-------- Extracted entries

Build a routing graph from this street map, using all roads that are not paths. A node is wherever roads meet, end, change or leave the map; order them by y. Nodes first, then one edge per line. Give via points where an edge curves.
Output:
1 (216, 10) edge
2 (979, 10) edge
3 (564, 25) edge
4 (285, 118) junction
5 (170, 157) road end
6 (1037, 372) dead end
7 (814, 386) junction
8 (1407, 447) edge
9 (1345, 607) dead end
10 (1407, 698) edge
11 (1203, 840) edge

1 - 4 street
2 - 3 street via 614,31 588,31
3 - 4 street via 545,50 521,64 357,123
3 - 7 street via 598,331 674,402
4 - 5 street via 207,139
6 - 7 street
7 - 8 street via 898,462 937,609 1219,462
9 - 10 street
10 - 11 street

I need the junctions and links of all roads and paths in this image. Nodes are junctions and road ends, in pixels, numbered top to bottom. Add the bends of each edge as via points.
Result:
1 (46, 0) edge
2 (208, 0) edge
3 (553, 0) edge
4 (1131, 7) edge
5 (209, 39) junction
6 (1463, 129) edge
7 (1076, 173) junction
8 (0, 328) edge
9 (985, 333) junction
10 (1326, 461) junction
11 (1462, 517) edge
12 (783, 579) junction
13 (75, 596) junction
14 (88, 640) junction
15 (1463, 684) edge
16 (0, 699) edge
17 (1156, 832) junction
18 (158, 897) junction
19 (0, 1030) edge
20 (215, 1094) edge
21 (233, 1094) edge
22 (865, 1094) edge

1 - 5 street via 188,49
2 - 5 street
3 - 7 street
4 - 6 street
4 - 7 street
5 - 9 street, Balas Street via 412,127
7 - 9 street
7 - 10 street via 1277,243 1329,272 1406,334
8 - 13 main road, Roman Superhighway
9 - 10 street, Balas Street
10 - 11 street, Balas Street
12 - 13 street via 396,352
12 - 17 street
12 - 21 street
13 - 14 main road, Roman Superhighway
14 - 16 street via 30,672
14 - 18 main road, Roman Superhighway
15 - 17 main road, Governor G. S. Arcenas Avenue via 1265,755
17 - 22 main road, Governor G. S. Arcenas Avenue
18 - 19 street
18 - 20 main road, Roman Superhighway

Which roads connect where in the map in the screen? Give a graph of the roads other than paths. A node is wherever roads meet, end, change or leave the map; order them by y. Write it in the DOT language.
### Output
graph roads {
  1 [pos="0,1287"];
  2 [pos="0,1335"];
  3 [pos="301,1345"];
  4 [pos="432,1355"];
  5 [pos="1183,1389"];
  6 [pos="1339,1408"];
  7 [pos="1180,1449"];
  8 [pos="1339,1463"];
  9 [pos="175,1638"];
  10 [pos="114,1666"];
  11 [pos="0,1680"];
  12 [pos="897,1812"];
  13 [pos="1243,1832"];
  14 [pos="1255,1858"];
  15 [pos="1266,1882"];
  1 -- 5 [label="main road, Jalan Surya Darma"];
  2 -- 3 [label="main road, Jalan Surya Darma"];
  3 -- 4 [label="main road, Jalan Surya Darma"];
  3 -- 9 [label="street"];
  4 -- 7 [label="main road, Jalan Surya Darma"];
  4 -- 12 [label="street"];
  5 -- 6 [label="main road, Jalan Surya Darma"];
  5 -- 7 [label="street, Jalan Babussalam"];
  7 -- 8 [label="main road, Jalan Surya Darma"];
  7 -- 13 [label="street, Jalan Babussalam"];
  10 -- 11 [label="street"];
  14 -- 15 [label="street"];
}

----------------

__Work instructions__.
Go through the data above and find the lines with the word "this". Copy each of those lines.

__Output__.
Build a routing graph from this street map, using all roads that are not paths. A node is wherever roads meet, end, change or leave the map; order them by y. Nodes first, then one edge per line. Give via points where an edge curves.
I need the junctions and links of all roads and paths in this image. Nodes are junctions and road ends, in pixels, numbered top to bottom. Add the bends of each edge as via points.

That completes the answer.